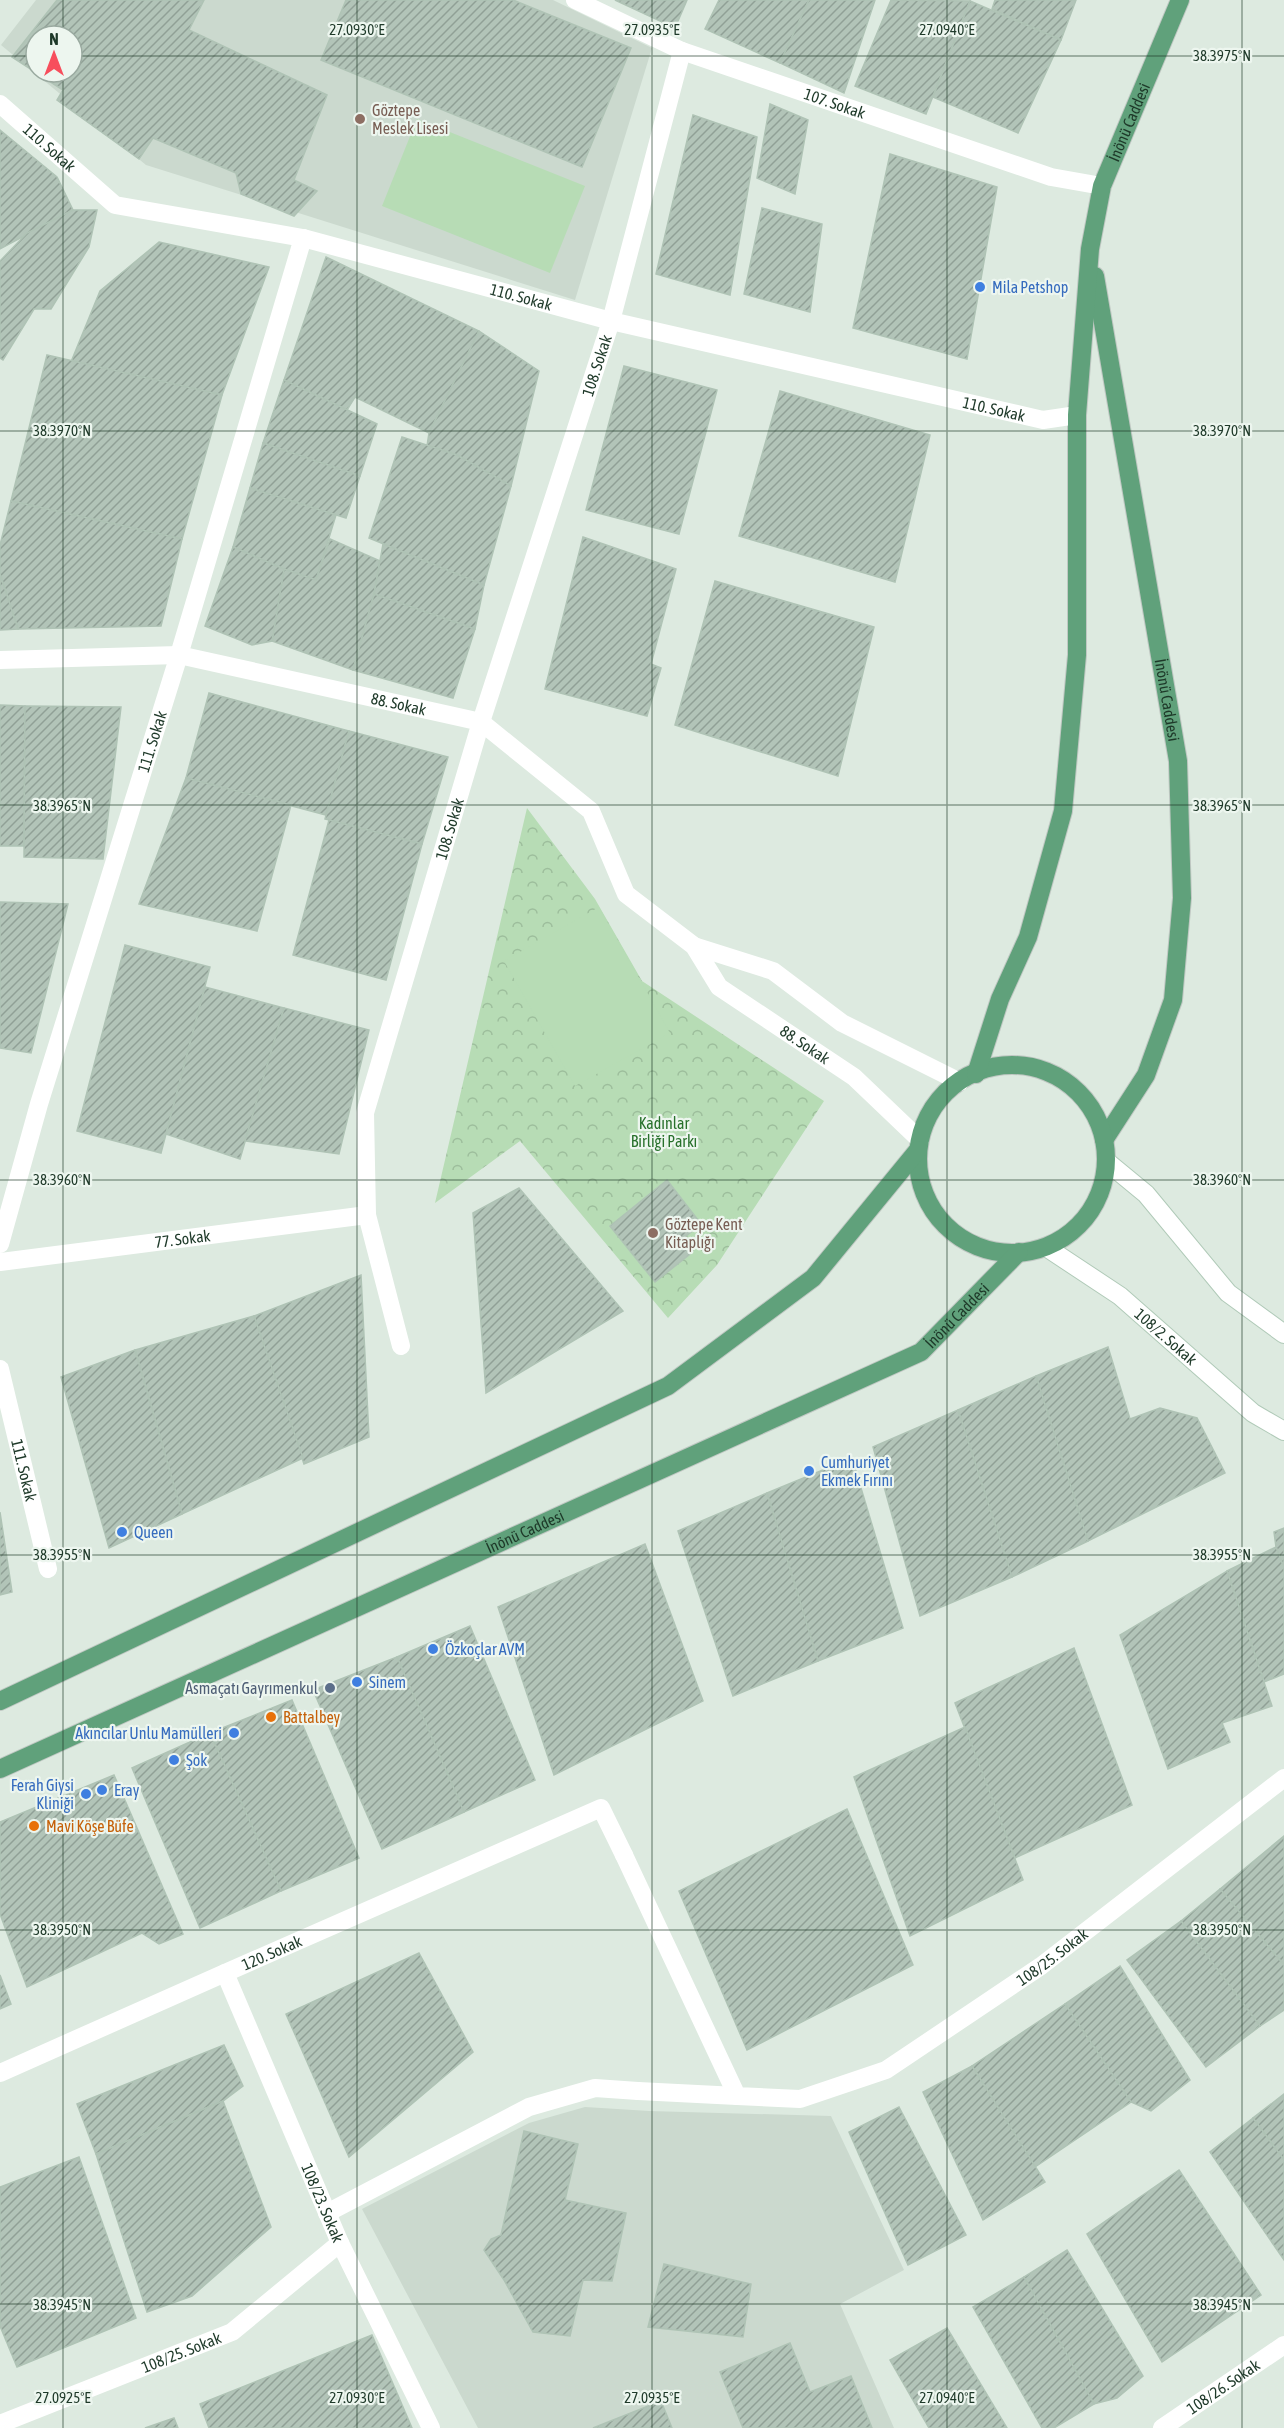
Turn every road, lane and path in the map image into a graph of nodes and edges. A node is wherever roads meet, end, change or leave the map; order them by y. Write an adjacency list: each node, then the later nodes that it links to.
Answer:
1 (575, 0): 3 (street, 107. Sokak)
2 (1180, 0): 5 (main road, İnönü Caddesi)
3 (682, 51): 5 (street, 107. Sokak); 8 (street, 108. Sokak)
4 (0, 104): 6 (street, 110. Sokak)
5 (1102, 186): 7 (main road, İnönü Caddesi)
6 (303, 238): 8 (street, 110. Sokak); 10 (street, 111. Sokak)
7 (1090, 249): 9 (main road, İnönü Caddesi); 15 (main road, İnönü Caddesi)
8 (611, 321): 9 (street, 110. Sokak); 12 (street, 108. Sokak)
9 (1077, 415): 14 (main road, İnönü Caddesi)
10 (179, 655): 11 (street, 88. Sokak); 12 (street, 88. Sokak); 19 (street, 111. Sokak)
11 (0, 660)
12 (481, 722): 13 (street, 88. Sokak); 18 (street, 108. Sokak)
13 (694, 946): 14 (street, 88. Sokak); 16 (street, 88. Sokak)
14 (968, 1078): 15 (main road); 16 (main road)
15 (1104, 1140): 17 (main road)
16 (919, 1145): 21 (main road); 28 (main road)
17 (1106, 1161): 20 (main road); 23 (street)
18 (367, 1215): 22 (street, 77. Sokak); 24 (street, 108. Sokak)
19 (0, 1244)
20 (1046, 1247): 21 (main road); 26 (street, 108/2. Sokak)
21 (1019, 1252): 29 (main road, İnönü Caddesi)
22 (0, 1262)
23 (1284, 1334)
24 (401, 1346)
25 (0, 1369): 27 (street, 111. Sokak)
26 (1284, 1431)
27 (48, 1569)
28 (0, 1701)
29 (0, 1769)
30 (1284, 1778): 33 (street, 108/25. Sokak)
31 (225, 1973): 32 (street, 120. Sokak); 33 (street, 120. Sokak); 34 (street, 108/23. Sokak)
32 (0, 2073)
33 (737, 2096): 34 (street)
34 (327, 2213): 35 (street, 108/23. Sokak)
35 (340, 2243): 37 (street, 108/25. Sokak); 38 (street, 108/23. Sokak)
36 (1284, 2345): 39 (street, 108/26. Sokak)
37 (0, 2423)
38 (431, 2428)
39 (1162, 2428)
* * * * * * * * *
ACTIVITY
Every line from the data above that contains "Caddesi" must appear in the answer.

ANSWER TO THE PROBLEM
2 (1180, 0): 5 (main road, İnönü Caddesi)
5 (1102, 186): 7 (main road, İnönü Caddesi)
7 (1090, 249): 9 (main road, İnönü Caddesi); 15 (main road, İnönü Caddesi)
9 (1077, 415): 14 (main road, İnönü Caddesi)
21 (1019, 1252): 29 (main road, İnönü Caddesi)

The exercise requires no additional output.